The hallmarks of Extreme Programming--constant integration and automated testing, frequent small releases that incorporate continual customer feedback, and a teamwork approach--make it an exceptionally flexible and effective approach to software development. Once considered radical, Extreme Programming (XP) is rapidly becoming recognized as an approach particularly well-suited to small teams facing vague or rapidly changing requirements--that is, the majority of projects in today's fast-paced software development world.
Review By: Jeff Bay 09/11/2002This book explains the process by which an XP project achieves predictable schedules and releases, as well as allocating work on a day-to-day basis. The book uses driving a car as an effective metaphor for software project management, and uses this metaphor in many places to explain the “why” of XP. It also contains very detailed information on how to go about implementing and executing the planning methodology of XP introduced in a related book, Extreme Programming Explained. It then goes on to explain issues not covered in EPE, including, for example, incorporating bug resolution into the planning process and bootstrapping a project into the XP planning process.
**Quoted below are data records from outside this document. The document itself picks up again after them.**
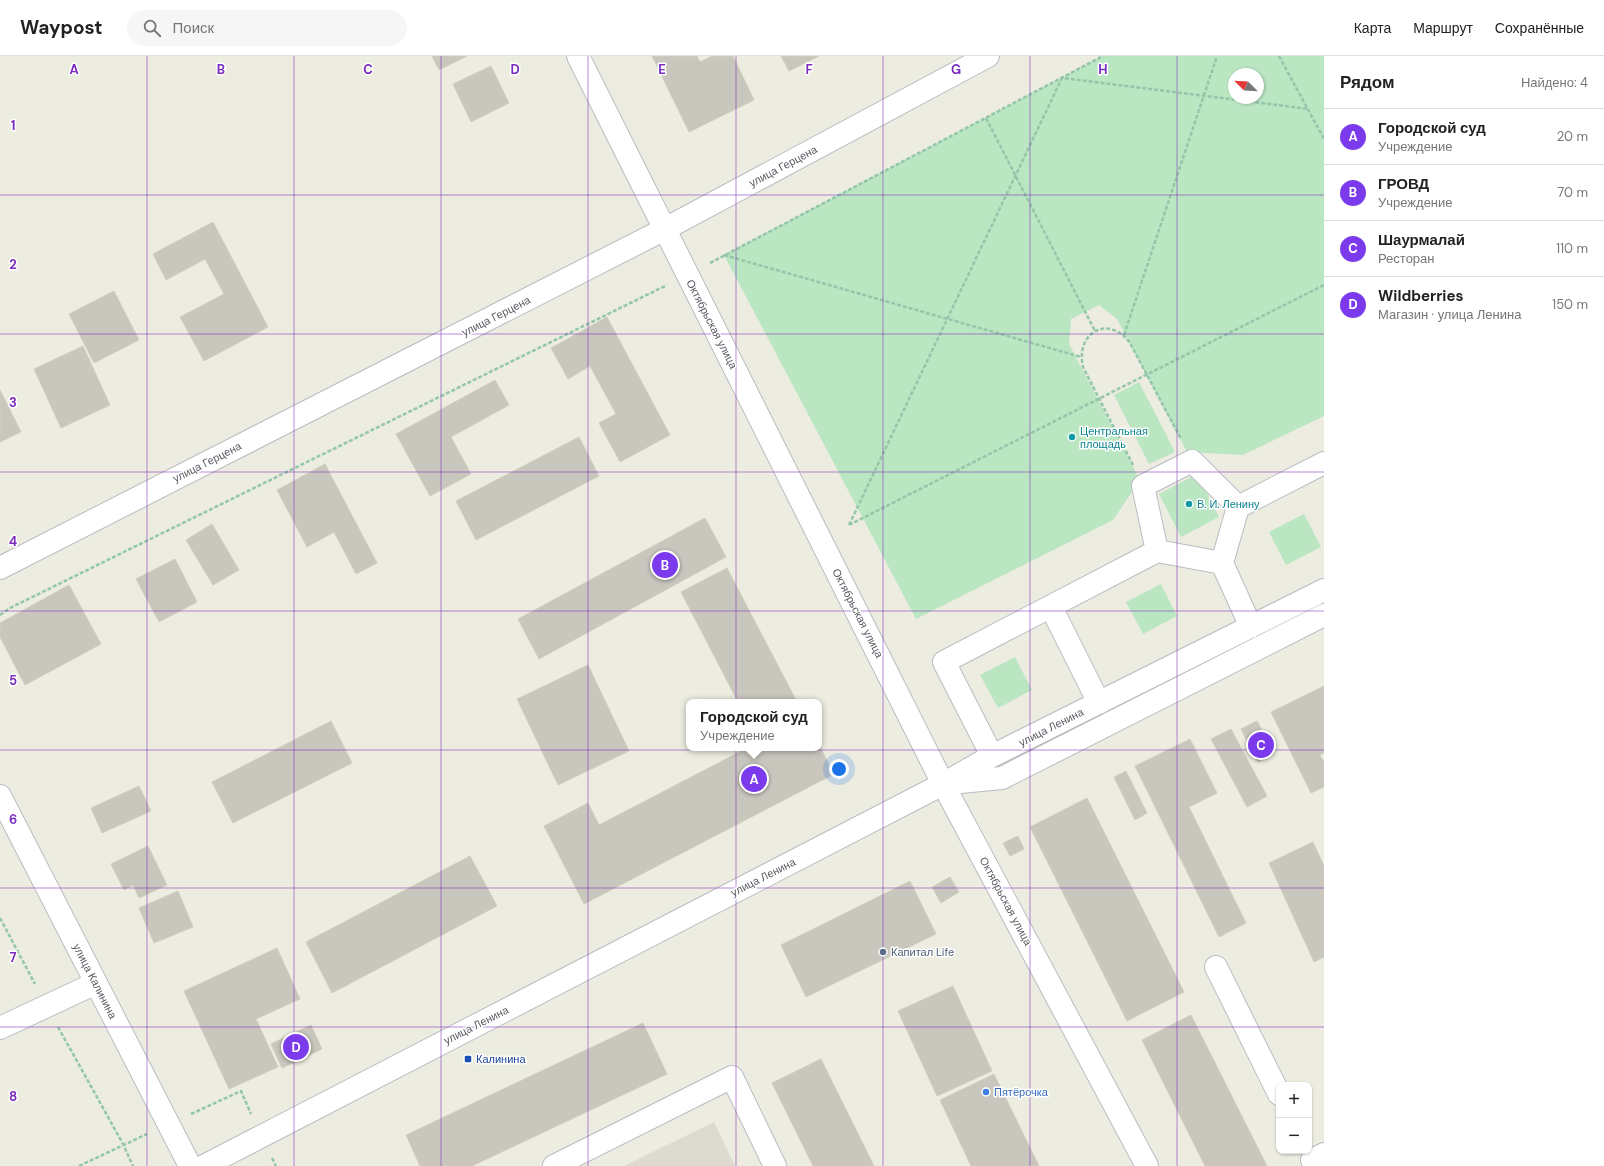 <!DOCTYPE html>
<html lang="ru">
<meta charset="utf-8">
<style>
body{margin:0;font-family:"DM Sans",sans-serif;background:#f6f6f6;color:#222}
.controls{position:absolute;right:12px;bottom:12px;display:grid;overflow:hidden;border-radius:8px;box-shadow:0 1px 3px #0004}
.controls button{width:36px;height:36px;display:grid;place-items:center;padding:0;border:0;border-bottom:1px solid #e0e0e0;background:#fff;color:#222;font:20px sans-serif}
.compass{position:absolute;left:1228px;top:12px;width:36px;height:36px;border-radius:50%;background:#fff;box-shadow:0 1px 3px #0004;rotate:294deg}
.you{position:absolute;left:839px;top:713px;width:14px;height:14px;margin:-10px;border:3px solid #fff;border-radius:50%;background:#1a73e8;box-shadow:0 0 0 6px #1a73e833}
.badge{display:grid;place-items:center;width:26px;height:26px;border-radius:50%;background:#7c3aed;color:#fff;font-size:13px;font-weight:700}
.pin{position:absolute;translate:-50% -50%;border:2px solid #fff;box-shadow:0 1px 4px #0006}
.popup{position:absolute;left:686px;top:643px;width:136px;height:52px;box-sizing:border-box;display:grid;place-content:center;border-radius:8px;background:#fff;filter:drop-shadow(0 1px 3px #0005);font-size:13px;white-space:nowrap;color:#767676}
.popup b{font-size:15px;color:#222}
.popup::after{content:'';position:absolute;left:50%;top:100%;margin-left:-8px;border:8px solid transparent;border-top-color:#fff}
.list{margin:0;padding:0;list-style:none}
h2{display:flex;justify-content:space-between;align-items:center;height:52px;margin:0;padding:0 16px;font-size:17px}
h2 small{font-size:13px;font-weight:400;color:#767676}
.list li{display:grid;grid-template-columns:26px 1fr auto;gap:12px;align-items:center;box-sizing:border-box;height:56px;padding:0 16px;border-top:1px solid #e0e0e0}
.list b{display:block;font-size:15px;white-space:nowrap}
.list p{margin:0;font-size:13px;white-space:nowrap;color:#767676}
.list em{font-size:13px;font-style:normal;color:#767676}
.icon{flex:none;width:22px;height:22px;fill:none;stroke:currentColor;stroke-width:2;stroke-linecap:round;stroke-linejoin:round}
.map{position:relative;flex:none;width:1324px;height:1110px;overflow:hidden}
header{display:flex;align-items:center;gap:24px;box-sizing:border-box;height:56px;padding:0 20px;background:#fff;border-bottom:1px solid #e0e0e0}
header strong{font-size:19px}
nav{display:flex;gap:22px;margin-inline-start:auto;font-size:14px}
.search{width:280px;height:36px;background:#f6f6f6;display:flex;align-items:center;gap:10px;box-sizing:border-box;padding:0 14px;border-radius:22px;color:#767676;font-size:15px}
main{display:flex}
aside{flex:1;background:#fff}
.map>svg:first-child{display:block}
.education{fill:#dddbcf}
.green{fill:#bae6c2;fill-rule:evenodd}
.building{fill:#c8c6bd;stroke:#d1cfbe}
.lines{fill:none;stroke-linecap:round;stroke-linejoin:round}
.minor-casing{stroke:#bbbcc3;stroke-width:24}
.path{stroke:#93c6aa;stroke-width:2.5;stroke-dasharray:4 2;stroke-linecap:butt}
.minor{stroke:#fff;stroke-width:22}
.grid{fill:none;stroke:#7b2cbf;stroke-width:1;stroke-opacity:0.55}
.culture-dot{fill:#0f9aa8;stroke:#fff;stroke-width:1.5}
.service-dot{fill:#5c6f8a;stroke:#fff;stroke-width:1.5}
.transit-dot{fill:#1a4fb4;stroke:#fff;stroke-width:1.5}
.shop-dot{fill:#3f7fe0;stroke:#fff;stroke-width:1.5}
.labels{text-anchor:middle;stroke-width:3;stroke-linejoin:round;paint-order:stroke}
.street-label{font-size:11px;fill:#595b62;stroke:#fff}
.culture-label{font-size:11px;fill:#0d838f;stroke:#fff;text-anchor:start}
.service-label{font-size:11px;fill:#4e5e75;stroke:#fff;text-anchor:start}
.transit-label{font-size:11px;fill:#164399;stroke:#fff;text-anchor:start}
.shop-label{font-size:11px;fill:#366cbe;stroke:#fff;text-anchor:start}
.grid-label{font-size:13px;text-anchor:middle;font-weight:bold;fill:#7b2cbf;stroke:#fff;stroke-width:3;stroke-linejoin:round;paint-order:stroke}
</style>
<header>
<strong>Waypost</strong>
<div class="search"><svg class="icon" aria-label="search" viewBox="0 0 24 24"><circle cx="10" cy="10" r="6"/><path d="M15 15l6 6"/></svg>Поиск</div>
<nav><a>Карта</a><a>Маршрут</a><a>Сохранённые</a></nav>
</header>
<main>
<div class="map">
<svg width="1324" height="1110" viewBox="0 0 1324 1110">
<rect width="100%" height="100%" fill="#edece0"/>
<path class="education" d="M714 1066 735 1110H624Z"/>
<path class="green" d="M1103 0H1324V360L1243 399 1187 396 1117 263 1099 249 1071 263 1069 288 1140 424 1113 464 916 563 724 199ZM1234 18H1258V42H1234Z
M1139 326 1175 396 1149 408 1114 339Z
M1197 418 1219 461 1181 481 1159 438Z
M1304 458 1321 491 1286 509 1269 476Z
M1161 528 1177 560 1143 578 1126 546Z
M1015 601 1032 634 998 652 980 619Z"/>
<path class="building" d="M432 0H467L439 14Z
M652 0H697L700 6 712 0H733L754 44 689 76Z
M781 0H819L789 15Z
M491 10 509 47 471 66 453 28Z
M213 166 268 271 204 305 180 261 224 238 205 203 166 224 153 198Z
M114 235 139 284 94 307 69 258Z
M607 261 670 379 620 406 599 367 616 358 590 310 568 323 551 292Z
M83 290 110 349 61 372 34 313Z
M495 324 509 349 451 381 471 418 430 440 396 378Z
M0 334 21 376 0 386Z
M579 381 599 420 476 484 456 445Z
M325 408 377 507 356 518 334 476 307 491 277 434Z
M705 462 726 501 539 603 518 563Z
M212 468 239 514 213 529 186 484Z
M175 503 197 546 159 566 136 523Z
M727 512 797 646H738L681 536Z
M69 529 101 588 25 629 0 581V567Z
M588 609 629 695 558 729 517 643Z
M1324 630V697L1320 699 1324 706V731L1311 737 1271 656Z
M331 665 352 707 233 767 212 726Z
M1257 665 1274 697 1258 706 1241 673Z
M1231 673 1267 740 1247 751 1211 683Z
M1190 683 1217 737 1189 751 1246 867 1219 881 1135 710Z
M819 689 834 718 584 848 544 770 588 747 599 769 747 692H819Z
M1126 715 1147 757 1135 764 1114 721Z
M139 730 151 755 102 777 91 752Z
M1087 742 1184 936 1127 965 1030 771Z
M1018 780 1024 793 1010 800 1003 787Z
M1313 786 1324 810V901L1314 906 1269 807Z
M148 790 167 829 139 842 133 829 124 834 111 808Z
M470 800 497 850 332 937 306 886Z
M950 821 959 836 941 847 932 831Z
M910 825 936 878 806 941 781 889Z
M178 835 193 871 154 887 139 852Z
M277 892 300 943 256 963 278 1011 229 1033 184 935Z
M953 930 992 1015 937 1040 898 955Z
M1191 959 1267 1110H1205L1142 984Z
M643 967 667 1018 472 1110H420L406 1079Z
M311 969 322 993 282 1012 271 988Z
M821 1003 874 1110H813L772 1027Z
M994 1018 1039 1110H971L940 1044Z"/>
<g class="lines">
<defs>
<path id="minor" d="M578 0 943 728 1147 1110
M1157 495 1143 430 1192 405 1238 451
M1222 507 1251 571
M0 512 665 173 988 0
M1051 551 1099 647
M992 700 944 606 1157 495 1222 507 1238 451 1324 407
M950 727 1002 722 1324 559
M0 740 190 1110
M1216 911 1279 1038
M0 972 96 927
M204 1110 943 728 992 700 1324 534
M554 1110 732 1021 775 1110
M1315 1110 1312 1104 1324 1098"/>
</defs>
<use href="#minor" class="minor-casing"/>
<path class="path" d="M1279 0 1324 83
M986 62 1095 275
M724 199 1081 301
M710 207 1103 0
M1124 279 1217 0
M1133 409 1083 311C1075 276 1109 258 1130 287L1181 383
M849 469 1062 22 1308 53
M849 469 1324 229
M0 559 10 552 667 229
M0 862 35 928
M58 971 123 1088 133 1110
M191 1058 241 1035 251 1058
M272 1102 276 1110
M79 1110 147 1078"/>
<use href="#minor" class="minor"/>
</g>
<path class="grid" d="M147 0V1110M294 0V1110M441 0V1110M588 0V1110M736 0V1110M883 0V1110M1030 0V1110M1177 0V1110M0 139H1324M0 278H1324M0 416H1324M0 555H1324M0 694H1324M0 832H1324M0 971H1324"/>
<g class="culture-dot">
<circle cx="1072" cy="381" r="4"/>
<circle cx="1189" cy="448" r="4"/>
</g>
<circle class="service-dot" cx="883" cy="896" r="4"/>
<rect class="transit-dot" x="464" y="999" width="8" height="8" rx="2"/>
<circle class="shop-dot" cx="986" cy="1036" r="4"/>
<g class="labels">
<g class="street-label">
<text transform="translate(783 110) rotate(-28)" y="4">улица Герцена</text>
<text transform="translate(496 260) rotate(-27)" y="4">улица Герцена</text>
<text transform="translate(712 268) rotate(63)" y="4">Октябрьская улица</text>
<text transform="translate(207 406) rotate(-27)" y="4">улица Герцена</text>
<text transform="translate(858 557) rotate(63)" y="4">Октябрьская улица</text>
<text transform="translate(1051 671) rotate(-27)" y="4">улица Ленина</text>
<text transform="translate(763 821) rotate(-27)" y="4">улица Ленина</text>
<text transform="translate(1006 845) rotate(62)" y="4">Октябрьская улица</text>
<text transform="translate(95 925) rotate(63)" y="4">улица Калинина</text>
<text transform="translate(476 969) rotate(-27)" y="4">улица Ленина</text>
</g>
<g class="culture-label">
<text x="1080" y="379">Центральная<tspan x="1080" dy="13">площадь</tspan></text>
<text x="1197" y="452">В. И. Ленину</text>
</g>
<g class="service-label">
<text x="891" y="900">Капитал Life</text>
</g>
<g class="transit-label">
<text x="476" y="1007">Калинина</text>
</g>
<g class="shop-label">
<text x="994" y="1040">Пятёрочка</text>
</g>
</g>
<g class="grid-label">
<text x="74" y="18">A</text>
<text x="221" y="18">B</text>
<text x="368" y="18">C</text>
<text x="515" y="18">D</text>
<text x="662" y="18">E</text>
<text x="809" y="18">F</text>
<text x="956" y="18">G</text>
<text x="1103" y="18">H</text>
<text x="13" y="74">1</text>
<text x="13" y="213">2</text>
<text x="13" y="351">3</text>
<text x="13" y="490">4</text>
<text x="13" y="629">5</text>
<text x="13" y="768">6</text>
<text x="13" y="906">7</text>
<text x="13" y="1045">8</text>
</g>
</svg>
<div class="controls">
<button>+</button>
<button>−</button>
</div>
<svg class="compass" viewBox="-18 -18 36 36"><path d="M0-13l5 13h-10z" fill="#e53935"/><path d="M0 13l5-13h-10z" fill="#767676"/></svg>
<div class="you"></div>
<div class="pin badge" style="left:754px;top:723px">A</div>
<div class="popup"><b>Городской суд</b>Учреждение</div>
<div class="pin badge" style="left:665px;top:509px">B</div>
<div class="pin badge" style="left:1261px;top:689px">C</div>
<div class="pin badge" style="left:296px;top:991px">D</div>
</div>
<aside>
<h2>Рядом<small>Найдено: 4</small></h2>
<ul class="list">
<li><span class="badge">A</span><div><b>Городской суд</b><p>Учреждение</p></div><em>20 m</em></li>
<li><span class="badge">B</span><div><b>ГРОВД</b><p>Учреждение</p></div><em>70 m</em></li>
<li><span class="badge">C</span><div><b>Шаурмалай</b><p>Ресторан</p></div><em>110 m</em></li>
<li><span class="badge">D</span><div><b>Wildberries</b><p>Магазин · улица Ленина</p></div><em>150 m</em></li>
</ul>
</aside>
</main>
This book is a must-read for anybody seriously interested in XP. The book is witty, charming, and chock-full of useful information. It is very accessible. I read the whole book in about five hours over several evenings while beginning to seriously implement XP in my project team, and each time I found the new information both extraordinarily helpful and very easy to utilize.
As a programmer and former full-time test suite and test tools developer, I found many of the practices of XP to be intuitive and easy to implement. The brief discussion of XP planning in other books has left me without a firm grasp on how I was supposed to be doing release planning and workflow allocation. This book steadily improved my project as we were able to create more and more predictable schedules and definable releases. At the same time, it also improved our job satisfaction as visible plans allowed us to accomplish larger tasks and stay focused on a day to day level.
If you are purely a test developer, or QA member, this book might not be terribly useful for you. On the other hand, if you are interested in seeing how very simple concepts can be applied to dramatically decrease the brittleness of project plans and the chaos of normal software development, this book is definitely for you!
There are three books currently in publication that deal directly with XP practices: Extreme Programming Explained, Extreme Programming Installed, and Planning Extreme Programming. Extreme Programming Explained is directed at a person in almost any role who is interested in the ideas of XP. The book currently being reviewed is best suited for a project team member where the methodology is either being seriously considered, or is already implemented.